PROBLEM TO SOLVE: Whenever a line below holds the word "Корзуна", copy that line.

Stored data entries

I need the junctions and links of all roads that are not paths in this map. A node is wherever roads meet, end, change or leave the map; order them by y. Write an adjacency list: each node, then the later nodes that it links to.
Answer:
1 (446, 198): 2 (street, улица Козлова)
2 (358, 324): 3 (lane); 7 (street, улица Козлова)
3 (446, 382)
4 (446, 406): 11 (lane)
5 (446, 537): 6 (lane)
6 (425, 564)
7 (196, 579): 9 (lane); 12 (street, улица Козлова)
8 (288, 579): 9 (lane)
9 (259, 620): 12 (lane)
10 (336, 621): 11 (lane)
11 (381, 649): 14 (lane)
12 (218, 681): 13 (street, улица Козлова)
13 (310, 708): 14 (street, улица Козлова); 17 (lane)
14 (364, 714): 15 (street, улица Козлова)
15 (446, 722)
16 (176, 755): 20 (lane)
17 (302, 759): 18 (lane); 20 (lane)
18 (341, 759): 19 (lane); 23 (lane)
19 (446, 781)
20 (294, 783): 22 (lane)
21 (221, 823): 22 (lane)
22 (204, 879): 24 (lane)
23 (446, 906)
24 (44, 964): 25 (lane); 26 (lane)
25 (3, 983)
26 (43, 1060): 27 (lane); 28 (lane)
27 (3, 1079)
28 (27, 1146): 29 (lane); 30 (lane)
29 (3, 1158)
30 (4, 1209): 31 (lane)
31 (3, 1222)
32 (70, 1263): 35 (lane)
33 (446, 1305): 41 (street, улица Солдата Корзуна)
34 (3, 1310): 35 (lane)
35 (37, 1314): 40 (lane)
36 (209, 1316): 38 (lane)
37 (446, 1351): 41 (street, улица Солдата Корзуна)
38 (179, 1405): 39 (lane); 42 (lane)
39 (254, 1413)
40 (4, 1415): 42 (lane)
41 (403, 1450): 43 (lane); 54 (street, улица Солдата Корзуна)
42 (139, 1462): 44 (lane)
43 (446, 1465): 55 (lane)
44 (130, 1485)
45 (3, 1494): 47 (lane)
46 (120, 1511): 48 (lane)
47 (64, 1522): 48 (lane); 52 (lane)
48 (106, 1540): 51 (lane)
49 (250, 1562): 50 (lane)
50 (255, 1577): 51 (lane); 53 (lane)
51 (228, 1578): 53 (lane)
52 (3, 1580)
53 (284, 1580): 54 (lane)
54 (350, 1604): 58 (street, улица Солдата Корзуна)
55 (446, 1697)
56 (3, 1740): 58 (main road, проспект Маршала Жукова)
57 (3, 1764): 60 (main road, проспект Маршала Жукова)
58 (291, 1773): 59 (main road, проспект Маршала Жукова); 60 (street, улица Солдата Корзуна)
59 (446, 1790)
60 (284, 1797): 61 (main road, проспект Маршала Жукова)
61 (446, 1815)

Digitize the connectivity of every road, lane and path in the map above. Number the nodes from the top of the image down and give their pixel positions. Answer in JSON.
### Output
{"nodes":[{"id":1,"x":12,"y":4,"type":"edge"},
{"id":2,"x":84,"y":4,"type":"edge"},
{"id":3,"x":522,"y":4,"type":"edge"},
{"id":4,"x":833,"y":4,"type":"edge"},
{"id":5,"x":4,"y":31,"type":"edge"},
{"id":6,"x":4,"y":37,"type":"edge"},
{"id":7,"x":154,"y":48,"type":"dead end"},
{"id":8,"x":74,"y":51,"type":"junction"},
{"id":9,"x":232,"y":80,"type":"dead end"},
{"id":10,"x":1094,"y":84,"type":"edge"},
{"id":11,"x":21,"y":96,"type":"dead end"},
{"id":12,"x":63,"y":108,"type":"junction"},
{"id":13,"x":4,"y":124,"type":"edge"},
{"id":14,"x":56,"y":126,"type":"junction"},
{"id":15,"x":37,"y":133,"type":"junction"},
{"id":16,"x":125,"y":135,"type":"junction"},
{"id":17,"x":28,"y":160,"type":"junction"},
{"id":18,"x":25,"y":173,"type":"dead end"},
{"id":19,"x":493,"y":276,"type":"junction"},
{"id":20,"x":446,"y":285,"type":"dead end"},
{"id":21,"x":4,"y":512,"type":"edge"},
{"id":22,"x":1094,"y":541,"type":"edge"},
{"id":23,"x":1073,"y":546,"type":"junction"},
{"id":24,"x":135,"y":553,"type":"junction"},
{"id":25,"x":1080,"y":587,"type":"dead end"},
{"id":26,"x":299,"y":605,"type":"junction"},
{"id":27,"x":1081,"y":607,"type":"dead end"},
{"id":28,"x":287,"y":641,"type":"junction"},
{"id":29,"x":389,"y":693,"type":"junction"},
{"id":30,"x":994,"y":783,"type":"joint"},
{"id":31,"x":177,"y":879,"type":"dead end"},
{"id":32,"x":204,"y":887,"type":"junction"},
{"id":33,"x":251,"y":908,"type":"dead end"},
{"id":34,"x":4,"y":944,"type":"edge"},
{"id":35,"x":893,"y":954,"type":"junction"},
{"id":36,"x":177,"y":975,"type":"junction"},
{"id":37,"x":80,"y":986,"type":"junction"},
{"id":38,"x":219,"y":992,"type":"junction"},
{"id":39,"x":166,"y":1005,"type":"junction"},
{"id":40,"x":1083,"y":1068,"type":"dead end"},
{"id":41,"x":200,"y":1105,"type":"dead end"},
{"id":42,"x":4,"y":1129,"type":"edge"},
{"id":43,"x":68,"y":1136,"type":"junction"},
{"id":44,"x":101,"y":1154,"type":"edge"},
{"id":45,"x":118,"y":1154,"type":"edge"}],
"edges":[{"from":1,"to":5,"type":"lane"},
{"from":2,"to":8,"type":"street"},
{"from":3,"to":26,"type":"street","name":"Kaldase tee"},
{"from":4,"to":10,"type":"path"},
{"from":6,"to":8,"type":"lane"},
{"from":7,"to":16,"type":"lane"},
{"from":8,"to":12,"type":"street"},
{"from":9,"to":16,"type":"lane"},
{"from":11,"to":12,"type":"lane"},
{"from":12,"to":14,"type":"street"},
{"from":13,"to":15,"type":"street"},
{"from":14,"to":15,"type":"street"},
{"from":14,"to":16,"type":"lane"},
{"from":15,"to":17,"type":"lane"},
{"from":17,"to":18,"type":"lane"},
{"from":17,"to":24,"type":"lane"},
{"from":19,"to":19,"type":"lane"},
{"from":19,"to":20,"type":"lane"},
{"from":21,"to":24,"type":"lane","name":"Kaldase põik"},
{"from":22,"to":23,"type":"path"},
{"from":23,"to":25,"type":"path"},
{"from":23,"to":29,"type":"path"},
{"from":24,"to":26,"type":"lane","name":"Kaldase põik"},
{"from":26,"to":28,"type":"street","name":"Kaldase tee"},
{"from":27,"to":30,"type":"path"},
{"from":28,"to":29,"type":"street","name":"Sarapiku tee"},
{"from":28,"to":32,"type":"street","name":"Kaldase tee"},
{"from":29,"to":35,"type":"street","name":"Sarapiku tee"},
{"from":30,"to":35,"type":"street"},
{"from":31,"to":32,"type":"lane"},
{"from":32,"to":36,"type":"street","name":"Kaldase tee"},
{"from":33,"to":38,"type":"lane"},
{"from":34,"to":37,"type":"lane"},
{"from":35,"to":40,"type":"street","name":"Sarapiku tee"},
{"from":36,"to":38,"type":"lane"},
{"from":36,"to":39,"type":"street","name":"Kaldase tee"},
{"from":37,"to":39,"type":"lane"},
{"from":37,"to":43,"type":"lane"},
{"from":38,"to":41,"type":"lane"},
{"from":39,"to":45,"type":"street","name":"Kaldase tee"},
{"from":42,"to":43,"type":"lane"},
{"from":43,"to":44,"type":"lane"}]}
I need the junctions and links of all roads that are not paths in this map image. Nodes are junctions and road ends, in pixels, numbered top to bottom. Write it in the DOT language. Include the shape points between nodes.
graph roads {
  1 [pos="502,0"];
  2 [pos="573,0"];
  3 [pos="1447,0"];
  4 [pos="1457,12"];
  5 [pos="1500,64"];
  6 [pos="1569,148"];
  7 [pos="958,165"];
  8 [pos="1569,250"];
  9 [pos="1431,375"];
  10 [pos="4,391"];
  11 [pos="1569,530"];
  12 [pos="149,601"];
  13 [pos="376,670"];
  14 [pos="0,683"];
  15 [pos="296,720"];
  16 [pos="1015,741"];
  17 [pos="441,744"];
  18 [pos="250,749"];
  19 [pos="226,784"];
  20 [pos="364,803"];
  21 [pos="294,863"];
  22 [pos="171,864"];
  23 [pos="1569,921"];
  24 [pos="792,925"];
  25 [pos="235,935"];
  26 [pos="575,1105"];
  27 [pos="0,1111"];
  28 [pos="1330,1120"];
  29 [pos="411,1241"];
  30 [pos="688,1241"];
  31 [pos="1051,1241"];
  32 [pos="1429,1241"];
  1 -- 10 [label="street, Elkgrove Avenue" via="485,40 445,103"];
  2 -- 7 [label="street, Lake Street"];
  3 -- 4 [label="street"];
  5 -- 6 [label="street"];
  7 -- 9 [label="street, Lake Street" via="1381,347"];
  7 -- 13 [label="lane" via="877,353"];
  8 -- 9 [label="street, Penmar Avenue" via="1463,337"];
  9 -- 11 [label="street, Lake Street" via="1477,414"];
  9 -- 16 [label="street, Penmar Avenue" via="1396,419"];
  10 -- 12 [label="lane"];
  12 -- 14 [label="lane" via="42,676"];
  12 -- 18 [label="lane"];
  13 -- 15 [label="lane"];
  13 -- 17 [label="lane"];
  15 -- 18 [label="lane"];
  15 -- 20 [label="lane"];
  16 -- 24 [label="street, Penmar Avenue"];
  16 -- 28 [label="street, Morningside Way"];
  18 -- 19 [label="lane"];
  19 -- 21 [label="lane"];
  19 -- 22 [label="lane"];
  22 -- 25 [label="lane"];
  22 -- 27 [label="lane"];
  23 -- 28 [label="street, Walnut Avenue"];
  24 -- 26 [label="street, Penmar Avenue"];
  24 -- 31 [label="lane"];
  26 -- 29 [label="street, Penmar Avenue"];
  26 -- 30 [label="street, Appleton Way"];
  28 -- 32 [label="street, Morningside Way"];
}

ANSWER FOR THE TASK:
33 (446, 1305): 41 (street, улица Солдата Корзуна)
37 (446, 1351): 41 (street, улица Солдата Корзуна)
41 (403, 1450): 43 (lane); 54 (street, улица Солдата Корзуна)
54 (350, 1604): 58 (street, улица Солдата Корзуна)
58 (291, 1773): 59 (main road, проспект Маршала Жукова); 60 (street, улица Солдата Корзуна)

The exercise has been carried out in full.